Lumber prices are still making a nose dive, as supply catches up and demand softens. Last week we mentioned lumber prices have officially crashed from their all-time high. This week BMO economist Carl Campus wrote to clients that prices have fallen below US$1,000/mbf. This is the first time it fell below that mark since March. Lumber is still more expensive than before the pandemic, but prices are crashing hard.
Lumber Prices Are Down Over 40% From Peak
Lumber completed a technical crash last week. Now it’s shaved off another 10 points from the all-time high since then. On May 7th, random length framing lumber reached a peak of US$1,670/mbf. Today the market closed at US$996/mbf. This is the first time since mid-March that prices have sunk below the four-digit mark, “neatly unwinding the prior two-month surge,” wrote Campus.
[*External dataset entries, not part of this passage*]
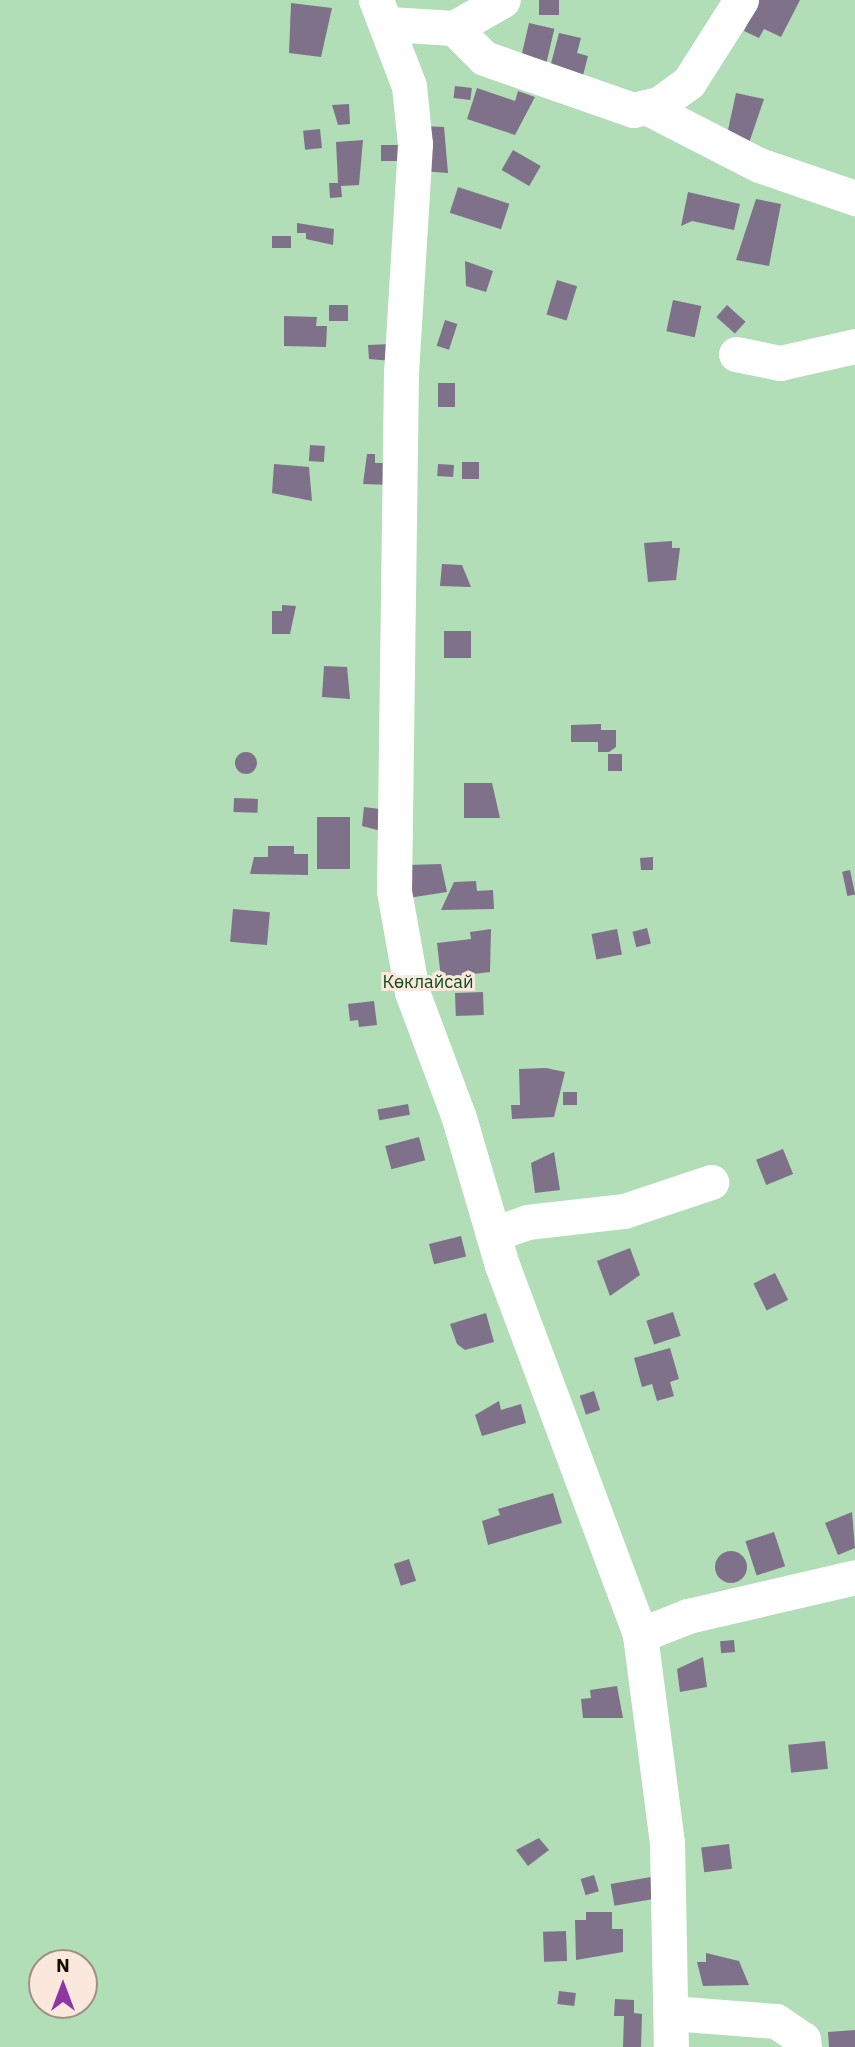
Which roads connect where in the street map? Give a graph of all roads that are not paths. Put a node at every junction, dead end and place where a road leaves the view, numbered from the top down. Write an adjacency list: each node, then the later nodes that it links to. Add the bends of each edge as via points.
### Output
1 (503, 0): 4 (street)
2 (741, 0): 5 (street, via 689,82)
3 (382, 12): 4 (street); 10 (street, via 409,86 415,144 401,372 394,891 412,992)
4 (454, 28): 5 (street, via 484,58 546,85 633,110)
5 (646, 107): 6 (street, via 759,165)
6 (855, 198)
7 (855, 346): 8 (street, via 780,363)
8 (736, 355)
9 (711, 1182): 10 (street, via 624,1210 527,1222)
10 (493, 1234): 12 (street)
11 (855, 1577): 12 (street, via 688,1616)
12 (640, 1635): 13 (street, via 667,1843)
13 (671, 2013): 14 (street); 15 (street, via 776,2021)
14 (671, 2047)
15 (804, 2047)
Fundamentals For Higher Demand Remain Solid
Most fundamental factors stimulating demand remain similar to a few weeks ago. Low interest rates, work-from-home, etc. are still strong, said the economist. These factors appear to still be driving home prices higher, but at lower volumes.
“… the softer-than-expected April housing starts was clearly a turning point for market sentiment. With demand finally blinking, the supply side appears to have gained a better footing, relieving near-term price pressures,” he wrote.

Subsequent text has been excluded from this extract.